Total business sales — the combined dollar value of trade sales and manufacturers’ shipments — increased a seasonally adjusted 0.5 percent to $1.3 trillion in September, according to data released by the U.S. Census Bureau on Thursday. This compares against an inventory build of 0.7 percent to $1.7 trillion, growth that exceeded economist expectations of 0.3 percent but still not quite high enough to materially affect the total business inventories-to-sales ratio, which remained unchanged at 1.29.

The data are somewhat surprising but it’s unclear if concern is warranted. A pre-holiday season inventory build is expected, and the data are likely to reflect it in some way despite seasonal adjustment, and the larger-than-expected build in September was fairly well balanced by strong sales. In fact, sales are up 3.9 percent on the year while inventories are up 3.6 percent.

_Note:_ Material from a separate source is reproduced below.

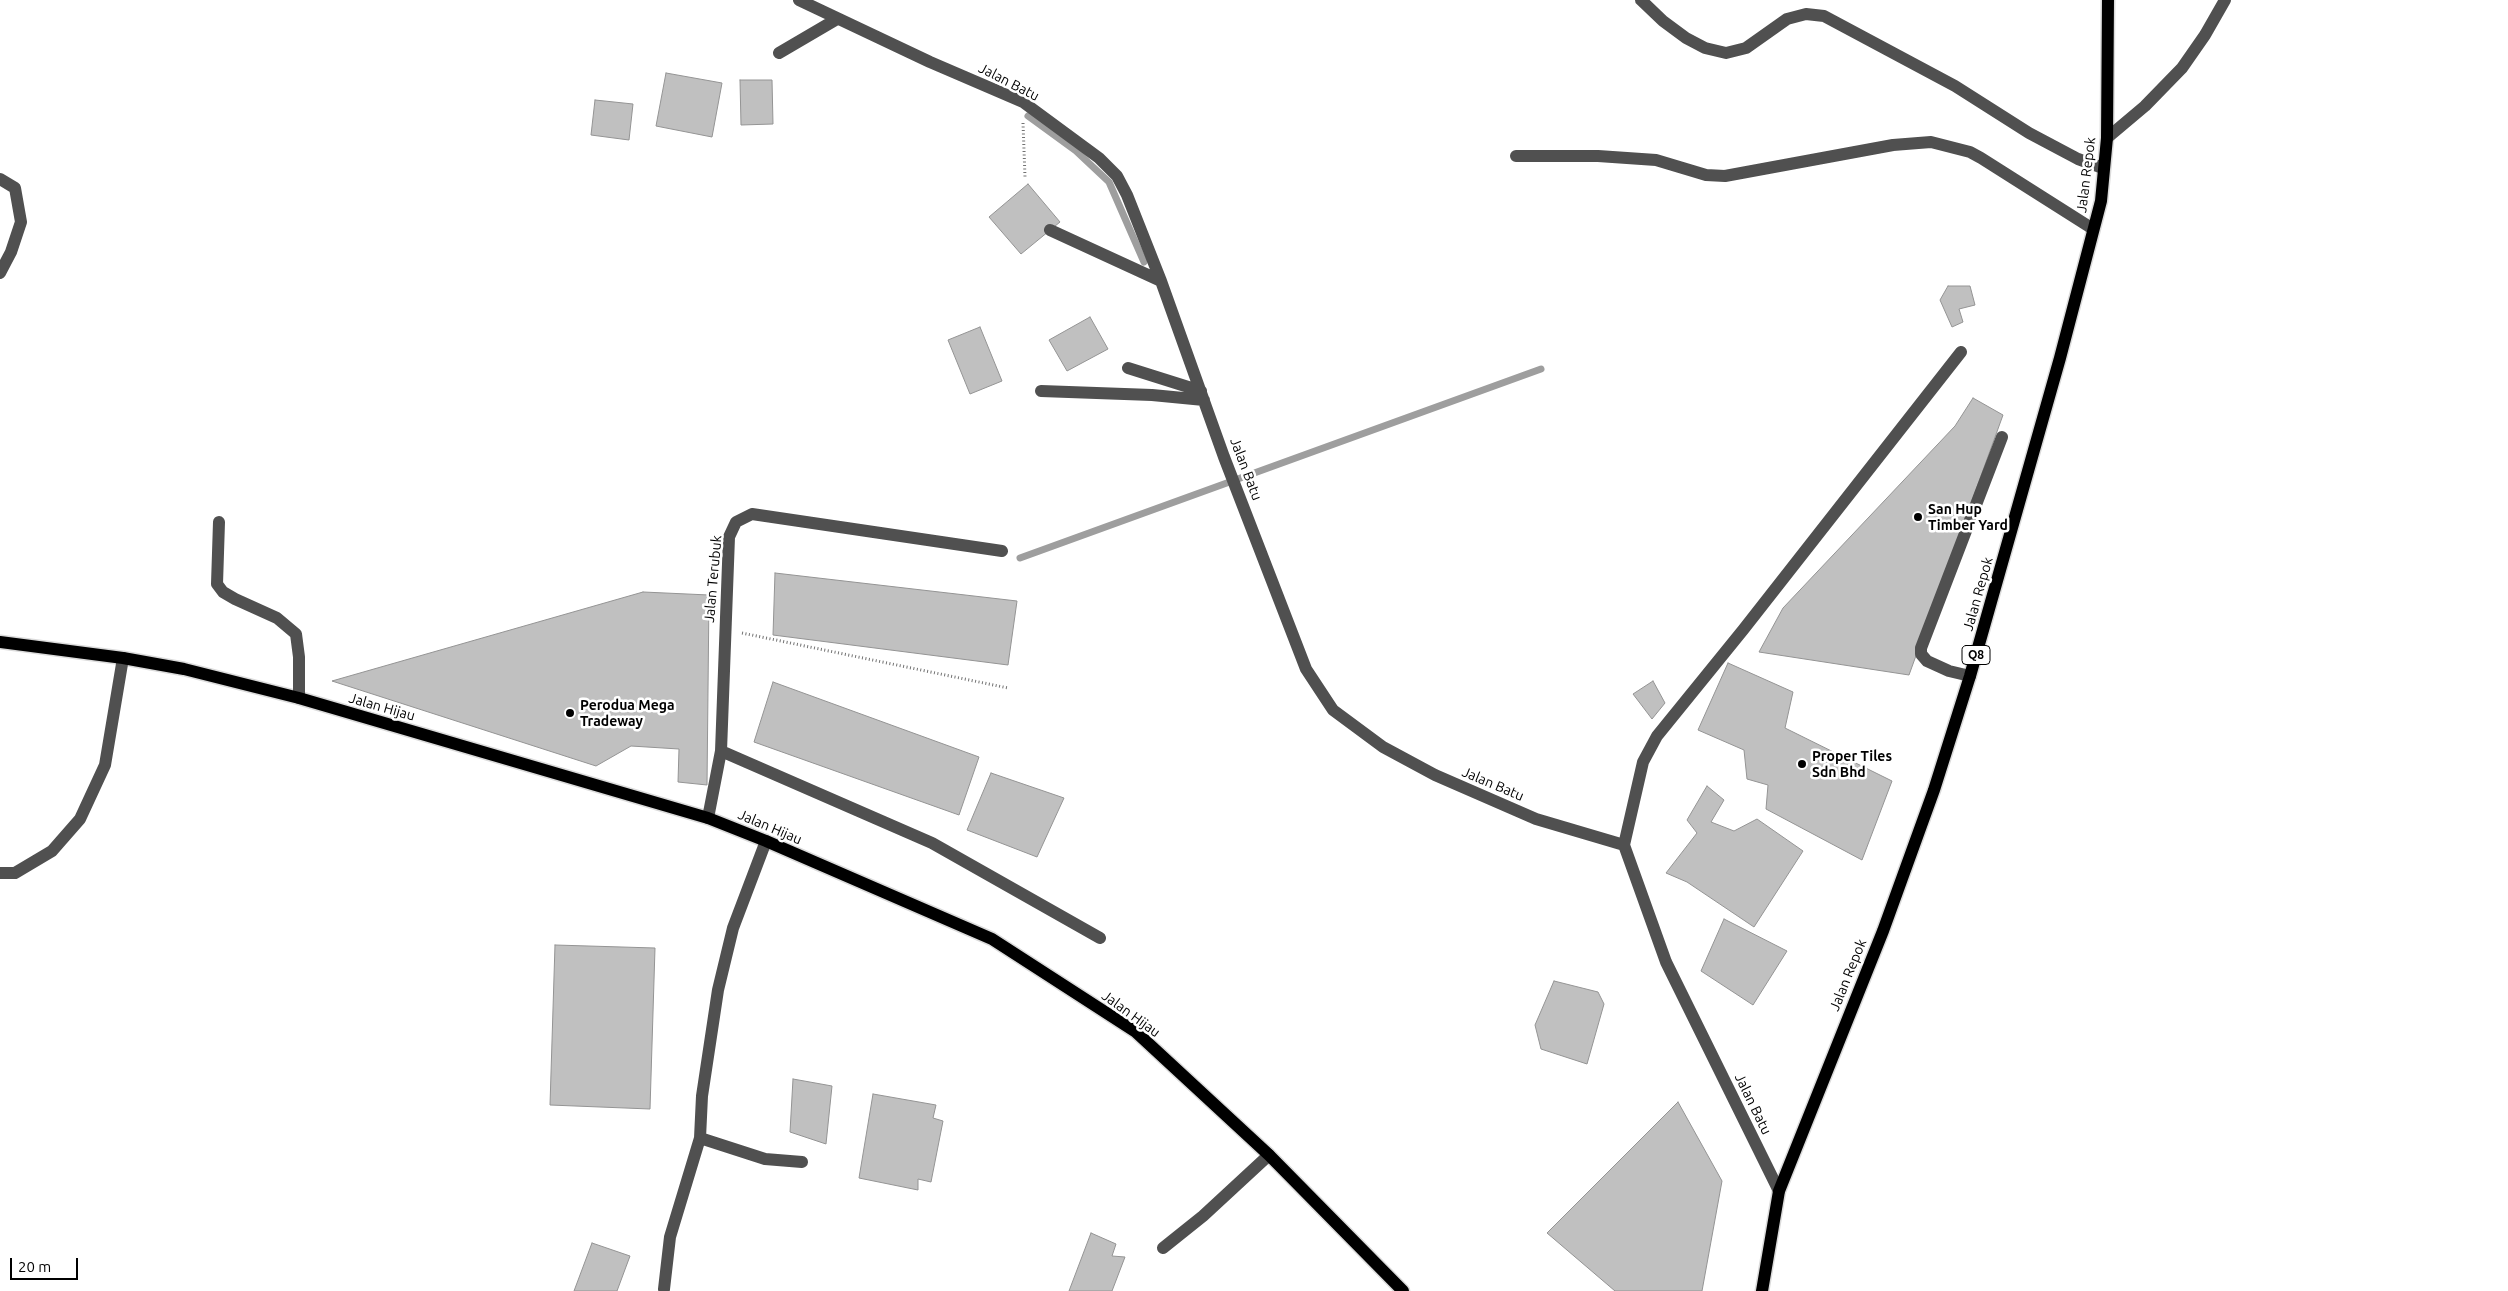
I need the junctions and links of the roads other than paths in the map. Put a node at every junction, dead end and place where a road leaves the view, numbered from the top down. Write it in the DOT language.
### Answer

The September inventory-to-sales ratio of 1.29 is actually below the year-ago level of 1.30, suggesting a slightly higher future production demand this year than last.

Economists and market participants can use the inventory-to-sales ratio to determine whether production will increase or decrease in the coming months. Production generally slows as inventories rise and firms need to work down the build, and production increases as inventory declines as firms work to avoid shortages.

Wednesday’s total business sales and inventory data follow wholesale sales and inventory data for October, which were released on Tuesday. The wholesale data showed a 1 percent climb in sales and a 1.8 percent inventory build on the month, but the inventory-to-sales ratio was effectively unchanged, at 1.18.

Wholesale trade data can be useful to investors who want to gain some insight into consumer shopping behavior. Having an idea of whether production is likely to increase or decrease in the future — by looking at the inventory-to-sales ratio — investors can develop a better picture of the economic and business landscape against which they have to make decisions.

Corporate profits naturally increase when production increases (that is, when sales increase and inventories need to build to keep up). When inventories build faster than sales, though, this can foreshadow a slowdown in production. The total business sales and inventory data provide a more complete but less timely picture of economic and business conditions.